Autoridades humanitárias disseram que entre 20 e 30 caminhões da ONU entraram em Gaza pelo principal posto de controle de Kerem Shalom nos últimos dias, mas todos foram saqueados. "Não há lei nem ordem. Parte da situação é criminosa e organizada, mas a maioria é formada apenas por pessoas desesperadas tentando conseguir comida", disse um alto funcionário da ONU ao Guardian.

Palestinos dizem que forças israelenses abriram fogo repetidamente contra multidões que tentavam chegar aos pontos de distribuição de alimentos administrados pela Fundação Humanitária de Gaza (GHF), uma organização privada que recentemente começou a operar em Gaza com apoio israelense e norte-americano.

O segundo incidente relatado na segunda-feira envolveu palestinos que tentavam acessar um centro de ajuda humanitária em Rafah. Os detalhes do terceiro incidente não foram esclarecidos, embora testemunhas tenham relatado muitos feridos. Não houve comentários imediatos das Forças de Defesa de Israel (IDF) ou do Exército de Libertação do Iraque (GHF).
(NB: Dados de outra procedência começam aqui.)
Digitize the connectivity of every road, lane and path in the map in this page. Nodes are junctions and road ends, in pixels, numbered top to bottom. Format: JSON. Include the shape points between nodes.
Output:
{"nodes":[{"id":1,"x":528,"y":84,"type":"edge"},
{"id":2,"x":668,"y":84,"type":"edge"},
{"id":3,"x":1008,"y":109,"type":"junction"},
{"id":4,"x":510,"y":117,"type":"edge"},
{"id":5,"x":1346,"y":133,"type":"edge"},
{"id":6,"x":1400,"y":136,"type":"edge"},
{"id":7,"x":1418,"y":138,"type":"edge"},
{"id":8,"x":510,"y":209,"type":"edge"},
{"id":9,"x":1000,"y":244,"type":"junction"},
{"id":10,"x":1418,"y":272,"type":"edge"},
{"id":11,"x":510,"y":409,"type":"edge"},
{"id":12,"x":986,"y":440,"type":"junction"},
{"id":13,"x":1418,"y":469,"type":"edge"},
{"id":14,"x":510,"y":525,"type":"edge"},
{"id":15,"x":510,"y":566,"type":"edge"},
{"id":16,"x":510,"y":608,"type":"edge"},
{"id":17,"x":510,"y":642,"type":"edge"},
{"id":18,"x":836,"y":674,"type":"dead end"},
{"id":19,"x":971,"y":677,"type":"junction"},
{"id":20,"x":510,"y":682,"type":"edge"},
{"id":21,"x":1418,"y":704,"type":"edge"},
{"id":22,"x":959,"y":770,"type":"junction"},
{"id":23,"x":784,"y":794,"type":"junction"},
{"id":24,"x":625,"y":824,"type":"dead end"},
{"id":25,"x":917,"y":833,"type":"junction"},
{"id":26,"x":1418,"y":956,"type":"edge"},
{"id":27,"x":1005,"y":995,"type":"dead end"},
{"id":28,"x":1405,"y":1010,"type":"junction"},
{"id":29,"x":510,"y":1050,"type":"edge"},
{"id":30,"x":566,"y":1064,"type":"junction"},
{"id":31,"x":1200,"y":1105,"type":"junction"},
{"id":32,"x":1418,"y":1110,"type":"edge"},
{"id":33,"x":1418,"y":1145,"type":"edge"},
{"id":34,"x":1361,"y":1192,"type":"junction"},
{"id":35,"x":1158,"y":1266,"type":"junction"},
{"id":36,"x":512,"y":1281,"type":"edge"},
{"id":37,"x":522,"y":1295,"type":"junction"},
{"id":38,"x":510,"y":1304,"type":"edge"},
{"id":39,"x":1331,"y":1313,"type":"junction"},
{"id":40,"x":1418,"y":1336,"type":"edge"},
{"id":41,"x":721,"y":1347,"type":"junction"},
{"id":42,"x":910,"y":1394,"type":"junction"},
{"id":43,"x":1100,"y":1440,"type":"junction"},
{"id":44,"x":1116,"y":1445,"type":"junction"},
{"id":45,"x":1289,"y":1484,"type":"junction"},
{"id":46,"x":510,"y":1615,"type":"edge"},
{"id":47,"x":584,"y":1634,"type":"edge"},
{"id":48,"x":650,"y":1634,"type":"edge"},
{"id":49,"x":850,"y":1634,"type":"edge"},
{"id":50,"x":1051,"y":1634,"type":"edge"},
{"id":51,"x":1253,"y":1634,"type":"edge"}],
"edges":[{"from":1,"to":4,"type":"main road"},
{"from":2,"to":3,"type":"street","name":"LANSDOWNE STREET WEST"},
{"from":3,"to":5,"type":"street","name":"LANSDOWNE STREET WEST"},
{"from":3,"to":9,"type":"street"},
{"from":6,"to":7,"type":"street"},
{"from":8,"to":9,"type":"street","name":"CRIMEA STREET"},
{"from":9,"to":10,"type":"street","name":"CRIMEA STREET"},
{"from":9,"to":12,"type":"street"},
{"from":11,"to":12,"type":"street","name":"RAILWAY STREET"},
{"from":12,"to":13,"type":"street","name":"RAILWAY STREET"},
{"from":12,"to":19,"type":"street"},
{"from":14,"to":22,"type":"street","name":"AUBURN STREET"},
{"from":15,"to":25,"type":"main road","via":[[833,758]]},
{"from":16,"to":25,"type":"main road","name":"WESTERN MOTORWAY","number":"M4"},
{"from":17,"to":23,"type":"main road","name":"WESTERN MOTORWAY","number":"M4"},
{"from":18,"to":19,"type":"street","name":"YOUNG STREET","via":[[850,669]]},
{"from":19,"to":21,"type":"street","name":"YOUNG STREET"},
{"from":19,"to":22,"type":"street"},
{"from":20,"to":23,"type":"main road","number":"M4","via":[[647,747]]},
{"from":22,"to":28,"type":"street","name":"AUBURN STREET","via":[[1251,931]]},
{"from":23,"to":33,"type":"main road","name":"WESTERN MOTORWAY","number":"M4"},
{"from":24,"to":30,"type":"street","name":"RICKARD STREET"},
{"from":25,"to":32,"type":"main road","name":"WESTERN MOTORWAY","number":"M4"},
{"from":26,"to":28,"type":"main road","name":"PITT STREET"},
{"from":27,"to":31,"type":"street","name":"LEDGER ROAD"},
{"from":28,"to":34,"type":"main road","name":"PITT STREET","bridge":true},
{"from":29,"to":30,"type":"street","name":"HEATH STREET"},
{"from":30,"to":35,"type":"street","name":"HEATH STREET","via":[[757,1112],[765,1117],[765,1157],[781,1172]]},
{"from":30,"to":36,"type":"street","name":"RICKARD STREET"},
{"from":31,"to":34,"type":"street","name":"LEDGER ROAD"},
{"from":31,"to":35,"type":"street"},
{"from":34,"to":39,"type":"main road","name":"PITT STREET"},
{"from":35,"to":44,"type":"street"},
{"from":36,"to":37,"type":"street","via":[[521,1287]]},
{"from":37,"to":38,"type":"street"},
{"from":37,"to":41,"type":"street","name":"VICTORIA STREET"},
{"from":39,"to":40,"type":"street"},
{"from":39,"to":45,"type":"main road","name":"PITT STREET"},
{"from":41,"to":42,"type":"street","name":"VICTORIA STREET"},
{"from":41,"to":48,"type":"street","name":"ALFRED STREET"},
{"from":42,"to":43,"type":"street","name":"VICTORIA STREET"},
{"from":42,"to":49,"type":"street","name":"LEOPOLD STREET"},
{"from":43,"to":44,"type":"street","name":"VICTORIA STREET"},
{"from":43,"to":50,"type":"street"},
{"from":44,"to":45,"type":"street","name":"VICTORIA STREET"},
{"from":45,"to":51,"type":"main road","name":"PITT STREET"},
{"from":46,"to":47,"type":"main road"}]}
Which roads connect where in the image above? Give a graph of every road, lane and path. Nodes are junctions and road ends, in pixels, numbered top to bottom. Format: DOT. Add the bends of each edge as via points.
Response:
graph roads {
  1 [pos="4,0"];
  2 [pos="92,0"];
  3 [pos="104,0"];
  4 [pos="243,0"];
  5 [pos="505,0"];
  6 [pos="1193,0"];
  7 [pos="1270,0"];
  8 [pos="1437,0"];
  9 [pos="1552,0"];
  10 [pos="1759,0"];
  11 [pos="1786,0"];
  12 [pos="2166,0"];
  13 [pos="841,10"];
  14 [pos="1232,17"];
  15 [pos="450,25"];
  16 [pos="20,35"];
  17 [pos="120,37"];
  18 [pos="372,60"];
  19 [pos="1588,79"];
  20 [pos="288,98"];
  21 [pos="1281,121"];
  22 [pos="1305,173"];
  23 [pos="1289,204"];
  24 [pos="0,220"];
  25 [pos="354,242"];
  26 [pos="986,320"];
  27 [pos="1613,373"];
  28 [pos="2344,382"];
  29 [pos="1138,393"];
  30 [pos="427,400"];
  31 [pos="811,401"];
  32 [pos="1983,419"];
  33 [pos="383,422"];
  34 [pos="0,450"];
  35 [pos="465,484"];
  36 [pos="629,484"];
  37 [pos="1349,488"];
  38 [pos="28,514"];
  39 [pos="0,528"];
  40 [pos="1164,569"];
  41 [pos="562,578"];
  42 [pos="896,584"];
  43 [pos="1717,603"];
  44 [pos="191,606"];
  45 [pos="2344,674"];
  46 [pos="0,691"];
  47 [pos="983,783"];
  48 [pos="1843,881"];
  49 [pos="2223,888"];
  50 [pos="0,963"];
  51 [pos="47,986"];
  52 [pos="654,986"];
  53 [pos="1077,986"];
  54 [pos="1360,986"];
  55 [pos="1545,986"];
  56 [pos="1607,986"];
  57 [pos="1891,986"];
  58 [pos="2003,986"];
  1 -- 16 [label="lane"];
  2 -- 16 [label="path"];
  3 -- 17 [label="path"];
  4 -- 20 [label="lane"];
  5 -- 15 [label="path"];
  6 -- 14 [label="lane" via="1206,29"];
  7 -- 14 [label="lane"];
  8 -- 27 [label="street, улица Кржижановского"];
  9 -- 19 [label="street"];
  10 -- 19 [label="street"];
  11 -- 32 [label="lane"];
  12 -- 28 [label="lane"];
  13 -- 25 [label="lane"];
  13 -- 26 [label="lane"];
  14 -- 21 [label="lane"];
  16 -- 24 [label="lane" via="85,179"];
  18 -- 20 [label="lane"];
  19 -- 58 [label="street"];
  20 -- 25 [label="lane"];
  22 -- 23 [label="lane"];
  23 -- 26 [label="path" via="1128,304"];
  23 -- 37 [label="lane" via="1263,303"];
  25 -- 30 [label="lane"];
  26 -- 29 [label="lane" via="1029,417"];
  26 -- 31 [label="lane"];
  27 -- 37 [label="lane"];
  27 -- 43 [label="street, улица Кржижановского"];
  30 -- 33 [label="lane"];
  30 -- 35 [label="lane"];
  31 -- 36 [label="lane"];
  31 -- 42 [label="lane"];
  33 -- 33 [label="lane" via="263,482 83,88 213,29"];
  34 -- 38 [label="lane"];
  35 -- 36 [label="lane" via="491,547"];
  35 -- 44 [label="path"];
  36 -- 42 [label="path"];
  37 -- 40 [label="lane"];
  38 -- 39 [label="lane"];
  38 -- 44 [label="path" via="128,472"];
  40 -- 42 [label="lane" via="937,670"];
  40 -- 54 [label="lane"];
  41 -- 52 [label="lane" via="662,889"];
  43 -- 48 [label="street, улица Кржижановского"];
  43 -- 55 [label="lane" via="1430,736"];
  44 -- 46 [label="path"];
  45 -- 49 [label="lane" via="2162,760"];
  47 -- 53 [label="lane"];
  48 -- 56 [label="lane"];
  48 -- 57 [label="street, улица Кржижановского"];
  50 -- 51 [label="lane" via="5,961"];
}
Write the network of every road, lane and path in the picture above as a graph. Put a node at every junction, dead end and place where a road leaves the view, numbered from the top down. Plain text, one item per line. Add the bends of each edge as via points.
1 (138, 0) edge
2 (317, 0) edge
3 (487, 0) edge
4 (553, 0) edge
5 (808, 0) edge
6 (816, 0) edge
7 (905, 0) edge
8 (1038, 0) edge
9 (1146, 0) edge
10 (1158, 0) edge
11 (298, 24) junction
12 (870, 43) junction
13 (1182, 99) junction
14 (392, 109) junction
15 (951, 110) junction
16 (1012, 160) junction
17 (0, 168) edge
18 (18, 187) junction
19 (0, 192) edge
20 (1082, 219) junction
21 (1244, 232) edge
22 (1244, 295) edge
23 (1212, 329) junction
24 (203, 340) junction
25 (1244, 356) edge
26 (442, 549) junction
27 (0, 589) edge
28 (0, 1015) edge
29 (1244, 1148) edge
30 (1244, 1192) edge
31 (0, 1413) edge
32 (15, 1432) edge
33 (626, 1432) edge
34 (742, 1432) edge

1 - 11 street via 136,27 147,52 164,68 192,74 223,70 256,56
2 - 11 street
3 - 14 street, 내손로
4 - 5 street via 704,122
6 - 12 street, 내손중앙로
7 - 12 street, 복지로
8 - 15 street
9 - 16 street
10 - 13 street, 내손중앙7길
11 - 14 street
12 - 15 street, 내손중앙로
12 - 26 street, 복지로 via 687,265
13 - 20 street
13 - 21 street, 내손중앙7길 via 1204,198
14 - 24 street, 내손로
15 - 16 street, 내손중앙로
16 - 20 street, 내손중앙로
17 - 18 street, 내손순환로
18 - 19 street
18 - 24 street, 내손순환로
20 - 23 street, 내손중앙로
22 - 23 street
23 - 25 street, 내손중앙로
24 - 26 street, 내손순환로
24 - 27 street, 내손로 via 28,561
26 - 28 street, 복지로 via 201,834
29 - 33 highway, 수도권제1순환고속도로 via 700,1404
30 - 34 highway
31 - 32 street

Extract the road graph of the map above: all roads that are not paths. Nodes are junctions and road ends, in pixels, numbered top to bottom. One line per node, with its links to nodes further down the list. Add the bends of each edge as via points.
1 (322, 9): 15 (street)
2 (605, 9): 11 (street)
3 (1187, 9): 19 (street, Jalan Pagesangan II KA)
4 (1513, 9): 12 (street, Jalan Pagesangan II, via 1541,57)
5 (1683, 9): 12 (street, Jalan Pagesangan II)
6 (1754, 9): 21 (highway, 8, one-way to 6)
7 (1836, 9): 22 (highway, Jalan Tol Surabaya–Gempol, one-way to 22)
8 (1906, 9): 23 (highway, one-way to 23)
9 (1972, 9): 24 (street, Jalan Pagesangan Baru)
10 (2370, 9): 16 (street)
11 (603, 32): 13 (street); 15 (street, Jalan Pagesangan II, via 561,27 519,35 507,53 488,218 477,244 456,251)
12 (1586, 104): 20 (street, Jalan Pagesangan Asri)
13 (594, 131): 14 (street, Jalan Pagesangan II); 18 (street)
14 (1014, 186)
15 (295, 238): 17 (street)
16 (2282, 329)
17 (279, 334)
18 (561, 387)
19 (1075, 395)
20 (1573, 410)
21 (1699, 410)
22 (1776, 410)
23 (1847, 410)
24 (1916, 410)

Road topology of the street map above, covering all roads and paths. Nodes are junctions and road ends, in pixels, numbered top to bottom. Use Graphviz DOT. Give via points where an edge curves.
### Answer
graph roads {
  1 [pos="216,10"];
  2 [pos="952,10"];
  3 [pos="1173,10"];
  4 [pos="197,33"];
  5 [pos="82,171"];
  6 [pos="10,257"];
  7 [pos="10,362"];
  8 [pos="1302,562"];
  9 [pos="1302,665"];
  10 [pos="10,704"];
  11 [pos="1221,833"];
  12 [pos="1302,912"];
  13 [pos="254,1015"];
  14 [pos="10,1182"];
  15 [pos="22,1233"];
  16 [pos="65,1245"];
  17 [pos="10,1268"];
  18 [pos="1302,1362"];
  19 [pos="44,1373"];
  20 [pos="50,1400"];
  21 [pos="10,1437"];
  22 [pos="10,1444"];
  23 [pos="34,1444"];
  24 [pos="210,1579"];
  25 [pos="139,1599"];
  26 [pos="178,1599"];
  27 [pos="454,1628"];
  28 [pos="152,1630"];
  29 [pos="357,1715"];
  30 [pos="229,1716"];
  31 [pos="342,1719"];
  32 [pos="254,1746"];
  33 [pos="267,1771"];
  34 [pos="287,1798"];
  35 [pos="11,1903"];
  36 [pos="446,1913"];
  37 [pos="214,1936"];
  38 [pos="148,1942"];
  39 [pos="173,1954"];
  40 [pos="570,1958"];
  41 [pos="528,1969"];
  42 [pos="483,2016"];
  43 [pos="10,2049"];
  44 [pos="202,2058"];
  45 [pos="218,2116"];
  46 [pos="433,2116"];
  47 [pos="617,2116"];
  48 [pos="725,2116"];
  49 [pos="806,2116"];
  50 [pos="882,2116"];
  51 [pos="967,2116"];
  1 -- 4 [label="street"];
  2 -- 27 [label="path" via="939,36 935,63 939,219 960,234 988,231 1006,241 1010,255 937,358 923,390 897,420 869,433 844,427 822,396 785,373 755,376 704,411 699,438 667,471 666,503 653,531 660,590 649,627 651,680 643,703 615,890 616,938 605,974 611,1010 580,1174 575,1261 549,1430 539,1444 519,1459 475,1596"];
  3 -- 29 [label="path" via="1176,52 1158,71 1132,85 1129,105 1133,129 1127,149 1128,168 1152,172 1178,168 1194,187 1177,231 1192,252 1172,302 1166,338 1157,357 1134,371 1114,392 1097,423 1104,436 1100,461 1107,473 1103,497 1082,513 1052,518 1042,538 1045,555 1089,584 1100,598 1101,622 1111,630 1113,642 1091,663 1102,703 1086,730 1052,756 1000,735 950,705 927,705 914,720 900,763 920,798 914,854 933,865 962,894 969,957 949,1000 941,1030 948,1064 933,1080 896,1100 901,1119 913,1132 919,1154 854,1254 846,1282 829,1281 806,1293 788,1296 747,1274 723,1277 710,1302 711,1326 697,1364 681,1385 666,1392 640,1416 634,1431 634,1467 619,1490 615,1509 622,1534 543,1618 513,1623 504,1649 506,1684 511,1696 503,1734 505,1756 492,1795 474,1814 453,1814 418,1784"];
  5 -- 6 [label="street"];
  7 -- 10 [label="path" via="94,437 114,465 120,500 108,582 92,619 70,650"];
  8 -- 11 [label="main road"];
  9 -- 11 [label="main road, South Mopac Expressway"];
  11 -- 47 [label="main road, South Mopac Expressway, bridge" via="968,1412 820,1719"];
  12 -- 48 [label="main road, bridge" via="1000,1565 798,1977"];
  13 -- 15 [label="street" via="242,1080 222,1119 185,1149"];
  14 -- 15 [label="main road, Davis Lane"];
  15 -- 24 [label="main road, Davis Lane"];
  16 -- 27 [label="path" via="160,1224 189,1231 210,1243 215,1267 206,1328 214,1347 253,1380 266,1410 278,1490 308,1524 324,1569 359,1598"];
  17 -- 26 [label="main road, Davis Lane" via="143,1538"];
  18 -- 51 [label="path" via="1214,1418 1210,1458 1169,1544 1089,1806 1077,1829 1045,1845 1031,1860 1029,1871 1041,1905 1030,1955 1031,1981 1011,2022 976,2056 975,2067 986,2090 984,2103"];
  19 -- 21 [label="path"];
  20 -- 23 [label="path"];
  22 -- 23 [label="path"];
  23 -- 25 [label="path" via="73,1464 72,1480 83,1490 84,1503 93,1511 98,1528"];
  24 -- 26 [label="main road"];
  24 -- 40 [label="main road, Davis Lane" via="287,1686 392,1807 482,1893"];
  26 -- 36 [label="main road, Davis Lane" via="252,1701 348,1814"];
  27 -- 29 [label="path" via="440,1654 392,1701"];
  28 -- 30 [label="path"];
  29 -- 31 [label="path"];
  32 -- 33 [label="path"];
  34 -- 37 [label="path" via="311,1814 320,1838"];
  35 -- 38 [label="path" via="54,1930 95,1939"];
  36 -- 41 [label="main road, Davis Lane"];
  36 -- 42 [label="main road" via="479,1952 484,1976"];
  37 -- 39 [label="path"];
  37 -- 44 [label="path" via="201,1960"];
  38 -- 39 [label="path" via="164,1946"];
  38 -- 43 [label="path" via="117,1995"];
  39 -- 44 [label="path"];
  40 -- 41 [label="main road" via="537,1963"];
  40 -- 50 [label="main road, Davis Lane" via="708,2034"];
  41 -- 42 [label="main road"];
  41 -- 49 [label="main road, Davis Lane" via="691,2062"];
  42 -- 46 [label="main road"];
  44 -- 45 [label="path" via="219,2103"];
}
Na segunda-feira, pelo menos 37 palestinos foram mortos enquanto tentavam chegar a um local do GHF, informaram autoridades locais. As Forças de Defesa de Israel (IDF) contestaram o número de mortos, alegando que não correspondia às suas informações. Testemunhas atribuíram o tiroteio a tropas israelenses que abriram fogo no início da manhã, enquanto multidões de palestinos famintos convergiam para dois centros administrados pelo GHF.

Israel espera que o GHF substitua o antigo sistema abrangente de distribuição de ajuda administrado pela ONU, que, segundo autoridades israelenses, permitiu ao Hamas roubar e vender ajuda. Agências da ONU e grandes grupos humanitários, que distribuem ajuda humanitária em Gaza desde o início da guerra, rejeitaram o novo sistema , alegando que ele é impraticável, inadequado e antiético. Eles negam que haja roubo generalizado de ajuda pelo Hamas.

As provisões do GHF até agora têm sido extremamente inadequadas, disseram autoridades humanitárias no território devastado.

A campanha militar israelense desde outubro de 2023 já matou mais de 55.500 palestinos, mais da metade deles mulheres e crianças, segundo o Ministério da Saúde de Gaza. A contagem não faz distinção entre civis e combatentes.

Israel lançou sua campanha com o objetivo de destruir o Hamas após o ataque do grupo ao sul de Israel em 7 de outubro de 2023, no qual militantes mataram cerca de 1.200 pessoas, a maioria civis, e fizeram outras 251 reféns. Os militantes ainda mantêm 53 reféns, menos da metade deles vivos, após a maioria dos demais ter sido libertada em acordos de cessar-fogo ou outros acordos.